Sul fronte opposto il centro-destra intende rappresentare un’Italia profonda che, come confermano i sondaggi, è molto più conservatrice della componente metropolitana. Dunque dovrà evitare gli errori che l’hanno portato al disastro. Come le sbandate populiste e sovraniste, le polemiche anti-europee, le strizzatine d’occhio a impresentabili frange neofasciste, le ambigue aperture verso i no-vax. Non a caso si è rifatto vivo Silvio Berlusconi, fautore di un centro-destra moderato.
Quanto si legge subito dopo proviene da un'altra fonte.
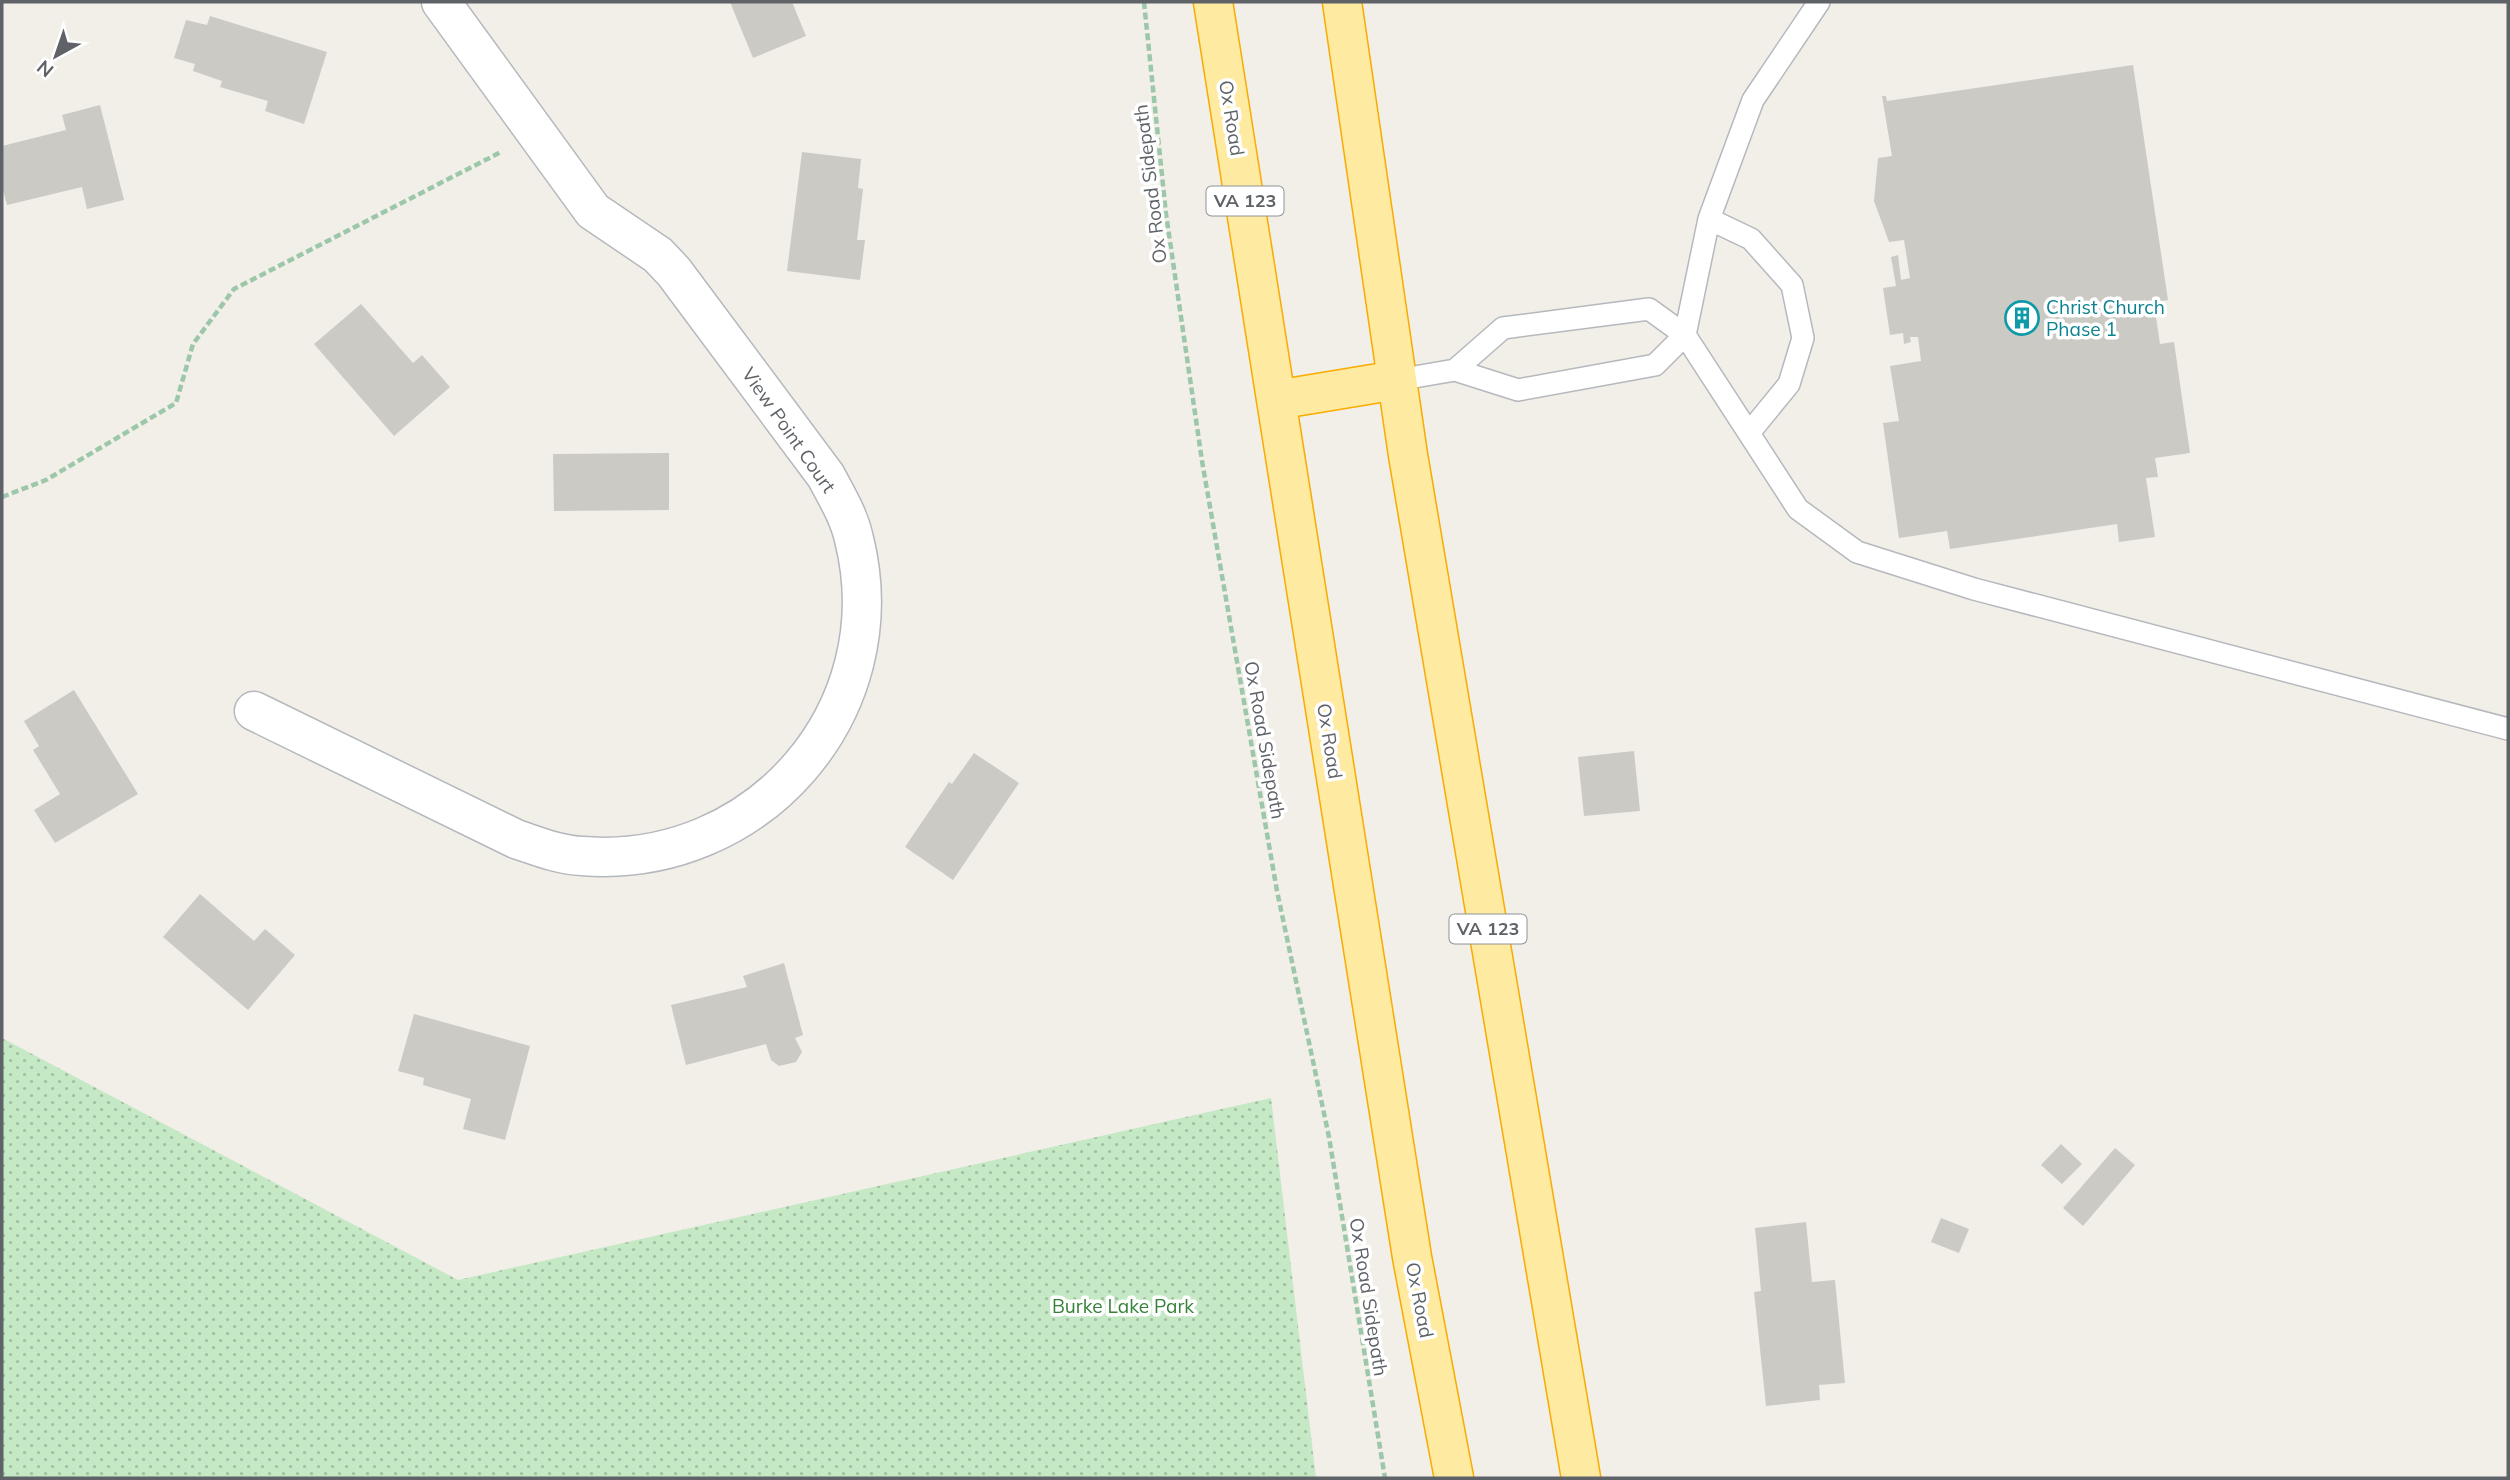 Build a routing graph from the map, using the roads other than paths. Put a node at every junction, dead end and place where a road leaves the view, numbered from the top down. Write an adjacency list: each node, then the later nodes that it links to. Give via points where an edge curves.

È vero che Forza Italia ha condiviso la sconfitta, e da tempo ha perduto punti nelle graduatorie del consenso: ma è accaduto anche perché condizionato dai suoi capricciosi alleati. Toccherà a questa destra moderata il compito di tenere a freno gli imprevedibili soci, provare ad allargarsi al centro (Calenda, Renzi?) e mettersi nella condizione di affrontare un centro-sinistra rivitalizzato dalla conquista di Roma e Torino. Come andrà a finire? Dipenderà da quanti voteranno, non solo da come. Il futuro è nelle mani degli elettori e non soltanto, come dicevano gli antichi, sulle ginocchia di Zeus.